Là-dessus, les gardes propulsèrent aussi Gendry dans le bâtiment et en barrèrent la porte sur ses talons. Au même moment, l’haleine du lac émut les bannières, les défripa. La première portait, comme redouté, le lion, la seconde, trois minces figures noires courant sur un champ jaune beurre. Des chiens, pensa-t-elle. Des chiens qu’elle avait déjà vus quelque part, mais où ça ?

Il n’importait. La seule chose importante était que les autres tenaient Gendry. Savaient-ils que la reine le voulait ? Tout têtu et borné qu’il était, elle devait le tirer de là.

Il lui était odieux de voir le garde parader sous le heaume de Gendry, mais qu’y faire ? Etouffés par les murs aveugles de l’entrepôt montèrent, lui sembla-t-il, de nouveaux cris, mais peut-être se trompait-elle, après tout.

Elle demeura là suffisamment pour assister à la relève et voir mille autres choses. Des hommes allaient et venaient, menaient leurs chevaux s’abreuver au ruisseau. Une troupe de chasseurs rapporta des bois la dépouille d’un daim suspendue à une longue perche. Après qu’ils l’eurent écorché, vidé, qu’ils eurent allumé un feu sur la berge opposée du ruisseau, le fumet de la viande en train de rôtir se mêla de manière étrange à l’ignoble odeur de décomposition, barbouillant si bien son estomac vide qu’Arya pensa dégobiller, tandis qu’il attirait de nouveaux groupes de soldats casernés dans les chaumières et pour la plupart équipés de maille ou de cuir bouilli. Une fois le gibier cuit, ses meilleurs morceaux furent emportés dans une maison.

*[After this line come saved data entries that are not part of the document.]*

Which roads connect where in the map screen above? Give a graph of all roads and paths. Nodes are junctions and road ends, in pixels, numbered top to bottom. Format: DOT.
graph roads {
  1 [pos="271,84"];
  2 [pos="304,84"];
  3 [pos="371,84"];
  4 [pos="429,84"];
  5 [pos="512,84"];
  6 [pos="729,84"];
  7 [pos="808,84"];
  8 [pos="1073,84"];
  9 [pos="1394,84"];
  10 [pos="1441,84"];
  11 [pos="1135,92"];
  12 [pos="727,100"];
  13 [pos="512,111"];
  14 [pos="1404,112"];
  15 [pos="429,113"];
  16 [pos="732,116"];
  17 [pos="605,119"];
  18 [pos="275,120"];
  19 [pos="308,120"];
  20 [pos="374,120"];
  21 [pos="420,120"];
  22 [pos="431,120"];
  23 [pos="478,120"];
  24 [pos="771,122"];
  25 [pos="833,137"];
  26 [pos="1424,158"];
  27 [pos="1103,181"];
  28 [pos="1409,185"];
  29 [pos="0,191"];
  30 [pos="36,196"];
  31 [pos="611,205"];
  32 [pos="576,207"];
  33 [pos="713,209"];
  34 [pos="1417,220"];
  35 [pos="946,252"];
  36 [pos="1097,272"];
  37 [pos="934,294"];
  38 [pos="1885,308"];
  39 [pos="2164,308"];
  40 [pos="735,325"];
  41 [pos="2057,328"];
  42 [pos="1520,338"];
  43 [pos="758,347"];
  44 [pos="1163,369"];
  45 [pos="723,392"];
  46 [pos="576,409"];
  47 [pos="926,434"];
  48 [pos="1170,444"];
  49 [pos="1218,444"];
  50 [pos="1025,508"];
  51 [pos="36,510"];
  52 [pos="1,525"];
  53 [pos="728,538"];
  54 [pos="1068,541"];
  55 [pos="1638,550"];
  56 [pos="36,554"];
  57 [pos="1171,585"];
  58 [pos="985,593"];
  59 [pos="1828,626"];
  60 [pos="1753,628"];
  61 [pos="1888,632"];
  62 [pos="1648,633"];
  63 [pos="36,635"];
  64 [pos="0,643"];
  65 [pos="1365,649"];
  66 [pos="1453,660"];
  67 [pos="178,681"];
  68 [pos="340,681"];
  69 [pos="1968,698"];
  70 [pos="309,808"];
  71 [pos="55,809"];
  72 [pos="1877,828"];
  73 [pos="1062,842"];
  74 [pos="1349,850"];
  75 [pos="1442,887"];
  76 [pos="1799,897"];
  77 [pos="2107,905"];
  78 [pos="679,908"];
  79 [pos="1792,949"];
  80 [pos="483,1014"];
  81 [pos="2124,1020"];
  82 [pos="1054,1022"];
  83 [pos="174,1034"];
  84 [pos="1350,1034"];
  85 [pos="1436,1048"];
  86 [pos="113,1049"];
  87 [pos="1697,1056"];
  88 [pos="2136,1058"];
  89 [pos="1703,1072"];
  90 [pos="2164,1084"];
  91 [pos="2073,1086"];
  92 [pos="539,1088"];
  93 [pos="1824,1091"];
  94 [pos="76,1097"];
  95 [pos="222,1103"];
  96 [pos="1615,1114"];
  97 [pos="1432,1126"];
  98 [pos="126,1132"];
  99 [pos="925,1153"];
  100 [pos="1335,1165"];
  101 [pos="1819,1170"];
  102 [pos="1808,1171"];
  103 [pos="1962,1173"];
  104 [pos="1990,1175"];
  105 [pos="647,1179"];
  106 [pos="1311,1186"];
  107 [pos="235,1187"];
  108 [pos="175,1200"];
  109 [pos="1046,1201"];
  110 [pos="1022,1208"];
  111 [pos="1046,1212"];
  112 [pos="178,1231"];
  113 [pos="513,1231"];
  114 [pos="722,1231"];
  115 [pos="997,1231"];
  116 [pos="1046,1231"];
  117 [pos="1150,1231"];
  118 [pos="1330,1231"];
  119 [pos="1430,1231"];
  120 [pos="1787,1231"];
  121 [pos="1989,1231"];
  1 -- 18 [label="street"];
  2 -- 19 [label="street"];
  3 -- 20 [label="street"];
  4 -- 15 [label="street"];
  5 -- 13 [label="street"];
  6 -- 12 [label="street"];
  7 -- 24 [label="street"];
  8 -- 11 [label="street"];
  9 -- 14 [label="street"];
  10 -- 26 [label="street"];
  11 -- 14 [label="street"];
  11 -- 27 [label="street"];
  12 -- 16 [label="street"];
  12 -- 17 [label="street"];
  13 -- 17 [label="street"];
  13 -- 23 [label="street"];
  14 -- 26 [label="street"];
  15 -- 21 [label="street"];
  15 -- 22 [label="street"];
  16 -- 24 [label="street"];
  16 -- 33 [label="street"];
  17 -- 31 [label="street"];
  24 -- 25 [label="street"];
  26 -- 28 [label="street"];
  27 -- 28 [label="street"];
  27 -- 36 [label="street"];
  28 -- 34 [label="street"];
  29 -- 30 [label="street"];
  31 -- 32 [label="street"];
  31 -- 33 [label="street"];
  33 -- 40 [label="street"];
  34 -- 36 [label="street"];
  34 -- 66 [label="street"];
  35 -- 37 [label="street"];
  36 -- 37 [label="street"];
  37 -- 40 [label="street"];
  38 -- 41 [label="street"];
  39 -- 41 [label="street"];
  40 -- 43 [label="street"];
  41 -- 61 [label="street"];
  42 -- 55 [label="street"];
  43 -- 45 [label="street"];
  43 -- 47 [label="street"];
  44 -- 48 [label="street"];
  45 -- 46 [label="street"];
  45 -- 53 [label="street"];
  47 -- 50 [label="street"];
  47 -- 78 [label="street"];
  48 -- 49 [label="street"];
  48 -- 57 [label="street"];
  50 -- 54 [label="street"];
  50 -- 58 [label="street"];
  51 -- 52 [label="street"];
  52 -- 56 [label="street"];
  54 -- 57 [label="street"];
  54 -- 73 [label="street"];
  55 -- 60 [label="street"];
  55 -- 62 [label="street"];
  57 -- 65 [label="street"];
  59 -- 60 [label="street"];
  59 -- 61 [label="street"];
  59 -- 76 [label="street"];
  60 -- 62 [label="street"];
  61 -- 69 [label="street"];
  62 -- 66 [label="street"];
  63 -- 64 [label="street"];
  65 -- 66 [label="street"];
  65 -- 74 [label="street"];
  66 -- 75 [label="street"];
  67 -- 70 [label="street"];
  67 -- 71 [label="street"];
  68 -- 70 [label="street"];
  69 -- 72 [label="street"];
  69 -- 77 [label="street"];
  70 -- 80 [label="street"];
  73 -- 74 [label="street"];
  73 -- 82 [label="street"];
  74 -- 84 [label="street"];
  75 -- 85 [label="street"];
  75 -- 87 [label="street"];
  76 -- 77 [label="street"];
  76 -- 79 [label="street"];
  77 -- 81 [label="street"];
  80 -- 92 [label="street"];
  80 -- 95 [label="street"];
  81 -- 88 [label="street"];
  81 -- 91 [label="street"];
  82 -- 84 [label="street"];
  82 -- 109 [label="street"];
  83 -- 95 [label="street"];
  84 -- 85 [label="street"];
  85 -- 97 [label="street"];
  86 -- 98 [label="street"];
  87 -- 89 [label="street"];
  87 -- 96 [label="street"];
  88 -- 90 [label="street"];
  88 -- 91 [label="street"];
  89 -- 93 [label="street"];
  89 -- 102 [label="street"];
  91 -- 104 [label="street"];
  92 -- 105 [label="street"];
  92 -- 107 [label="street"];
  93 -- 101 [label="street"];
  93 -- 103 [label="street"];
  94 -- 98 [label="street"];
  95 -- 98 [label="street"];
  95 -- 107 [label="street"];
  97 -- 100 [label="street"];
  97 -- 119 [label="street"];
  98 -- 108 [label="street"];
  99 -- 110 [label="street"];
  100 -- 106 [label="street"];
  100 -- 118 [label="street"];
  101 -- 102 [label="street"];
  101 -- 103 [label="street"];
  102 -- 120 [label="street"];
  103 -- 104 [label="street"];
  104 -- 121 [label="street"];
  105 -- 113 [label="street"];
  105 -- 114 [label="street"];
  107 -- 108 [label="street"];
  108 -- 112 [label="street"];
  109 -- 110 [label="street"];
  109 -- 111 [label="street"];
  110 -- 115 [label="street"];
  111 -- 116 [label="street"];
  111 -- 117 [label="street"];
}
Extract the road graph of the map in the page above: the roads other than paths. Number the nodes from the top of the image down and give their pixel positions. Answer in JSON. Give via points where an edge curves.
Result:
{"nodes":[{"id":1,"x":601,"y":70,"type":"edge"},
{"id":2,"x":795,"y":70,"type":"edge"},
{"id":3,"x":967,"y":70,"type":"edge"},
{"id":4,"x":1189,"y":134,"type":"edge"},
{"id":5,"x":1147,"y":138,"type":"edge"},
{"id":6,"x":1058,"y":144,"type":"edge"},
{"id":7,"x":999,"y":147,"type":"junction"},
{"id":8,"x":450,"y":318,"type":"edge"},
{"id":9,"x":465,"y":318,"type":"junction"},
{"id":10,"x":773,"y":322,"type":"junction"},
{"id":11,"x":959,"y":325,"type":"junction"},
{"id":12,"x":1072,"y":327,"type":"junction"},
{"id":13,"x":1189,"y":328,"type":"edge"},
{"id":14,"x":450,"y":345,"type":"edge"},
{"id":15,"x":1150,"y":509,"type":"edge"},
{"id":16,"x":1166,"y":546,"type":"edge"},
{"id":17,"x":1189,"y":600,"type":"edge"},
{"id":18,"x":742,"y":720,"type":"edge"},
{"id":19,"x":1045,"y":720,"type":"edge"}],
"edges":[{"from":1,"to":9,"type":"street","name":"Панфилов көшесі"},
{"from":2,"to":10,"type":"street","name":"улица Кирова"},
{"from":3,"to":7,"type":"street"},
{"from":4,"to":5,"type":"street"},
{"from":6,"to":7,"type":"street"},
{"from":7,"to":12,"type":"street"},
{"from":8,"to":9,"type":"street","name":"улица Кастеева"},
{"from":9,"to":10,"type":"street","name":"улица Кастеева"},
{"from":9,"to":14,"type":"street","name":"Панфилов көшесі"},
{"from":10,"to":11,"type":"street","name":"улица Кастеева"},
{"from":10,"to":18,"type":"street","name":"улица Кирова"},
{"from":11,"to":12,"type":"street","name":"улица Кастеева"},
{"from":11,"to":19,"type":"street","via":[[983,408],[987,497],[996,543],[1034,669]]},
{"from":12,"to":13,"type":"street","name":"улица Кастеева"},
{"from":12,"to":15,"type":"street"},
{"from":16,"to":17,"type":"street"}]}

Elle avait compté que les ténèbres lui permettraient de se rapprocher en tapinois pour libérer Gendry, mais les autres enflammèrent des torches à même les braises. Un écuyer vint apporter de la viande et du pain aux deux factionnaires apostés devant l’entrepôt et qu’un peu plus tard rejoignirent deux nouveaux sbires avec une outre de vin qui circula de main en main. Cette dernière aussitôt vidée, ceux-ci s’éloignèrent mais, appuyés sur leur lance, ceux-là reprirent leur faction.

Ce que voyant, Arya finit, toute ankylosée, par s’extraire de sa tanière pour regagner le noir des bois. D’encre était la nuit, filiforme le croissant de lune que tour à tour occultait et dévoilait la fuite des nuages. Silencieux comme une ombre, se dit-elle en se coulant à travers les arbres. Si profondes étaient les ténèbres qu’elle n’osait courir, de peur de buter sur quelque obstacle invisible ou de s’égarer. Sur sa gauche, l’Œildieu lapait imperturbablement ses rives. Sur sa droite, un rien de vent faisait soupirer les branches, bruire et frissonner les feuilles. Au loin se percevaient des hurlements de loups.

Tourte et Lommy faillirent se conchier quand elle surgit du fourré derrière eux. « Chut », leur souffla-t-elle en enlaçant Belette qui s’était ruée sur elle.